Mat Ryer: And what was the reaction like from the business people in Grafana? Was there concern that you're fighting against what they're trying to do?

Mauro Stettler: Yeah, the reaction was diverse. I think the PM became a big fan of this feature, and started to do a great job at convincing all the salespeople that this is something that we really need, and that this is actually going to help them in the long term. So I didn't have to convince the salespeople myself, but... Yeah, I'm sure that at least in the beginning there were a lot of people suspicious that this is a good idea, because it's actually going to reduce our revenue effectively.

Mat Ryer: Yeah, yeah. But I kind of love that it still happened. Don't you, Oren?

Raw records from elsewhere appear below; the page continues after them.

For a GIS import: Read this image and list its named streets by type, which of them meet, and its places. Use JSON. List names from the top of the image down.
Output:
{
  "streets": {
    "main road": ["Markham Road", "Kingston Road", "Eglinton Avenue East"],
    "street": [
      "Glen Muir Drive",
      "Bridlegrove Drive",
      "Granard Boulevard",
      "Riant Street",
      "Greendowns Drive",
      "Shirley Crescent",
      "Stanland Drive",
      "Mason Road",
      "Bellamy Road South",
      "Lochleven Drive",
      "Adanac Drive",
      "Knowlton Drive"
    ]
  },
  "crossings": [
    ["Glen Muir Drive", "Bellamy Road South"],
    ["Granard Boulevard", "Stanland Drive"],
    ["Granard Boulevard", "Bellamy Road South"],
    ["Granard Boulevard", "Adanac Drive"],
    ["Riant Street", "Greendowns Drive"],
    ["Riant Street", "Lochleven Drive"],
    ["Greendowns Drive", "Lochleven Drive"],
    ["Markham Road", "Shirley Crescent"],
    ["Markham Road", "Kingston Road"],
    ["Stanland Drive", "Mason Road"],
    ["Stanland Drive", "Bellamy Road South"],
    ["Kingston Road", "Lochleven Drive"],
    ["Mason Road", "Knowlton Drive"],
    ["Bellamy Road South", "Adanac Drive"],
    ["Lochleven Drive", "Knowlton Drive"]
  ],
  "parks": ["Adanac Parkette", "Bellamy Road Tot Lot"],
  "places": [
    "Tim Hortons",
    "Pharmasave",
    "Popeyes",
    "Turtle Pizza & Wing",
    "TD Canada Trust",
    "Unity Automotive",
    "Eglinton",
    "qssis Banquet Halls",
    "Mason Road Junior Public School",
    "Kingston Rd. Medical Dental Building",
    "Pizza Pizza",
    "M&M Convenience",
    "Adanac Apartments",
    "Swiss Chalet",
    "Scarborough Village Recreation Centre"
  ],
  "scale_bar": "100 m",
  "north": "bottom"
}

Oren Lion: Yeah... I was wondering, Mauro, because when this first came out, I couldn't wait to get to it, because I was getting invoiced every month because of all these overruns. And it was a lot of painful development time to deploy all the -- relabel configs, and do the client-side filtering... And then Grafana said "Don't worry about the client-side. We'll just take care of that at our front door." And we're like "Great." So we stopped updating Prometheus and client-side relabel configs... And now, how does Grafana make it a sustainable feature if customers just flood Grafana with their metrics, and don't pay any care to filtering at the client-side?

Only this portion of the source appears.